Collected data
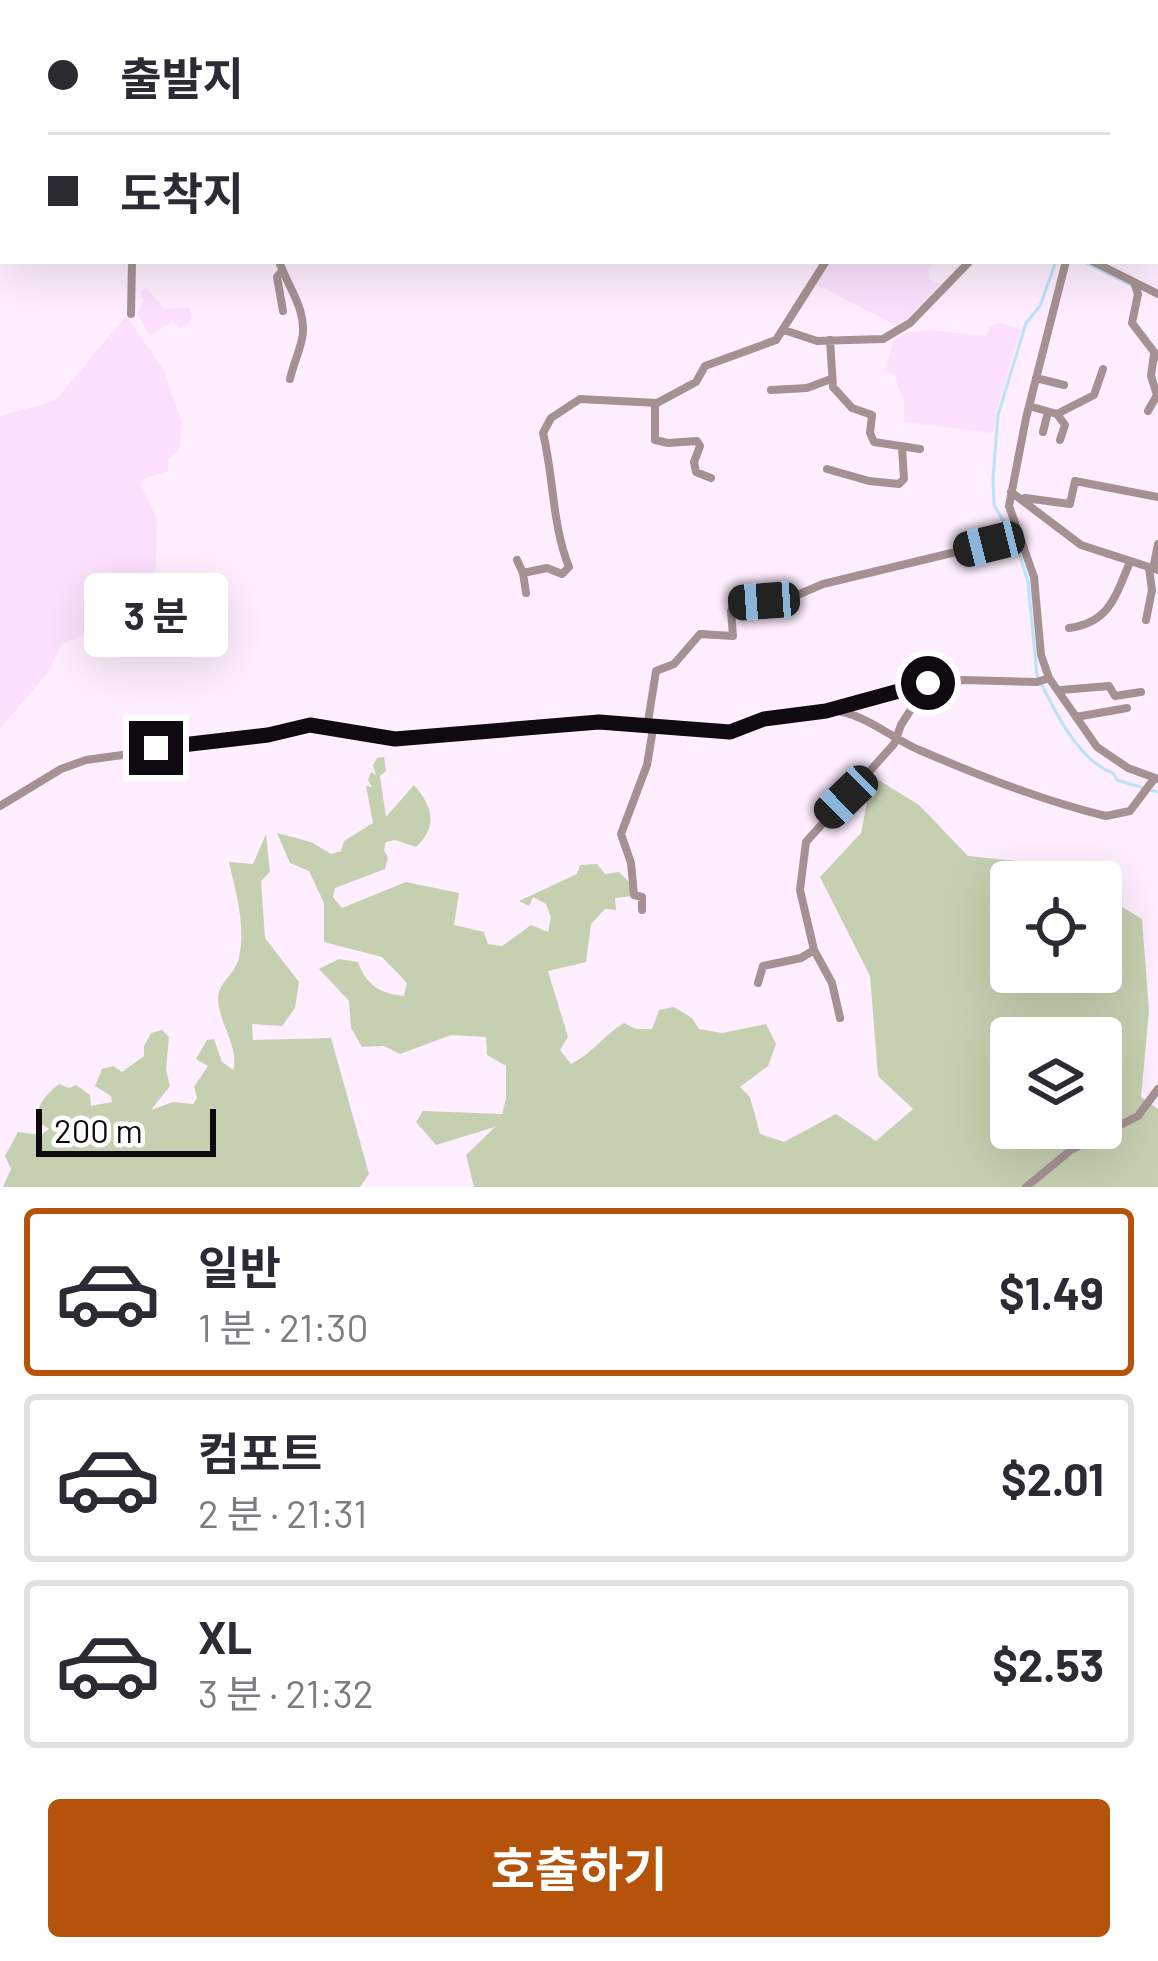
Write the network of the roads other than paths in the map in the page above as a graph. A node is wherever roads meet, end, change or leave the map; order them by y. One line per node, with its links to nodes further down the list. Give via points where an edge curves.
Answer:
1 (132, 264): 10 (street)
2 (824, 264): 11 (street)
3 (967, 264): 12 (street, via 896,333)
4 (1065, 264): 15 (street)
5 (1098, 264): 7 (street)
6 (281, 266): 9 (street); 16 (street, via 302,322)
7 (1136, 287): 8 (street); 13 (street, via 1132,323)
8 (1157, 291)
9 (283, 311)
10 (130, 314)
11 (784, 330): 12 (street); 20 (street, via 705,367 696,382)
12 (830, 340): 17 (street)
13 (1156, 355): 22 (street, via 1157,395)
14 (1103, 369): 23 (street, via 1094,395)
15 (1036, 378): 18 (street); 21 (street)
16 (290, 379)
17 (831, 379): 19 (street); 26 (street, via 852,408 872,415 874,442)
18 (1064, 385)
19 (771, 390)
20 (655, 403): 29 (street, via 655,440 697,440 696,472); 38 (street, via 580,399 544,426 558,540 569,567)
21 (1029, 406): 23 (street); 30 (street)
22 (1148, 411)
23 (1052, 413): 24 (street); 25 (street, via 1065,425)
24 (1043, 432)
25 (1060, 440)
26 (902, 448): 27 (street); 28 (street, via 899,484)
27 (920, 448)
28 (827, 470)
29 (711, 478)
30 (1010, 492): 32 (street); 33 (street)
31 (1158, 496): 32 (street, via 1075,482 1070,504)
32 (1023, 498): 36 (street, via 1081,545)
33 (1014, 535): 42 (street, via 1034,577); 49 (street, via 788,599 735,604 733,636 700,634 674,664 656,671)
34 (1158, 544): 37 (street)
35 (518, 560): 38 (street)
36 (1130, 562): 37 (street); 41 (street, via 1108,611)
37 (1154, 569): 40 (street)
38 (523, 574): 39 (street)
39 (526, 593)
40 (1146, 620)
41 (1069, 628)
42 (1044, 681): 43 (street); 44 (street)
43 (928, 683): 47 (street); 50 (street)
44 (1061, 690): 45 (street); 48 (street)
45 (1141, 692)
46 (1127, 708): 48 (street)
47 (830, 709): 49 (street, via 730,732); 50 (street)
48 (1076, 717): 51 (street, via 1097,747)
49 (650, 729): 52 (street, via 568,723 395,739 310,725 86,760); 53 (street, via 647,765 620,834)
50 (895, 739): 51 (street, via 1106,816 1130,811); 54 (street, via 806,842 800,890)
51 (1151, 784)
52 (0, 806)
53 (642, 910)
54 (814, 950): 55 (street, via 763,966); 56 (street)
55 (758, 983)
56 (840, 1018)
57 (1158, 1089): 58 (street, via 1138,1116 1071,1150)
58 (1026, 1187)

[WHAT THIS TASK INVOLVES]
Retype the records exactly, but skip the pictures.

[THE ANSWER]
Write the network of the roads other than paths in the map in the page above as a graph. A node is wherever roads meet, end, change or leave the map; order them by y. One line per node, with its links to nodes further down the list. Give via points where an edge curves.
Answer:
1 (132, 264): 10 (street)
2 (824, 264): 11 (street)
3 (967, 264): 12 (street, via 896,333)
4 (1065, 264): 15 (street)
5 (1098, 264): 7 (street)
6 (281, 266): 9 (street); 16 (street, via 302,322)
7 (1136, 287): 8 (street); 13 (street, via 1132,323)
8 (1157, 291)
9 (283, 311)
10 (130, 314)
11 (784, 330): 12 (street); 20 (street, via 705,367 696,382)
12 (830, 340): 17 (street)
13 (1156, 355): 22 (street, via 1157,395)
14 (1103, 369): 23 (street, via 1094,395)
15 (1036, 378): 18 (street); 21 (street)
16 (290, 379)
17 (831, 379): 19 (street); 26 (street, via 852,408 872,415 874,442)
18 (1064, 385)
19 (771, 390)
20 (655, 403): 29 (street, via 655,440 697,440 696,472); 38 (street, via 580,399 544,426 558,540 569,567)
21 (1029, 406): 23 (street); 30 (street)
22 (1148, 411)
23 (1052, 413): 24 (street); 25 (street, via 1065,425)
24 (1043, 432)
25 (1060, 440)
26 (902, 448): 27 (street); 28 (street, via 899,484)
27 (920, 448)
28 (827, 470)
29 (711, 478)
30 (1010, 492): 32 (street); 33 (street)
31 (1158, 496): 32 (street, via 1075,482 1070,504)
32 (1023, 498): 36 (street, via 1081,545)
33 (1014, 535): 42 (street, via 1034,577); 49 (street, via 788,599 735,604 733,636 700,634 674,664 656,671)
34 (1158, 544): 37 (street)
35 (518, 560): 38 (street)
36 (1130, 562): 37 (street); 41 (street, via 1108,611)
37 (1154, 569): 40 (street)
38 (523, 574): 39 (street)
39 (526, 593)
40 (1146, 620)
41 (1069, 628)
42 (1044, 681): 43 (street); 44 (street)
43 (928, 683): 47 (street); 50 (street)
44 (1061, 690): 45 (street); 48 (street)
45 (1141, 692)
46 (1127, 708): 48 (street)
47 (830, 709): 49 (street, via 730,732); 50 (street)
48 (1076, 717): 51 (street, via 1097,747)
49 (650, 729): 52 (street, via 568,723 395,739 310,725 86,760); 53 (street, via 647,765 620,834)
50 (895, 739): 51 (street, via 1106,816 1130,811); 54 (street, via 806,842 800,890)
51 (1151, 784)
52 (0, 806)
53 (642, 910)
54 (814, 950): 55 (street, via 763,966); 56 (street)
55 (758, 983)
56 (840, 1018)
57 (1158, 1089): 58 (street, via 1138,1116 1071,1150)
58 (1026, 1187)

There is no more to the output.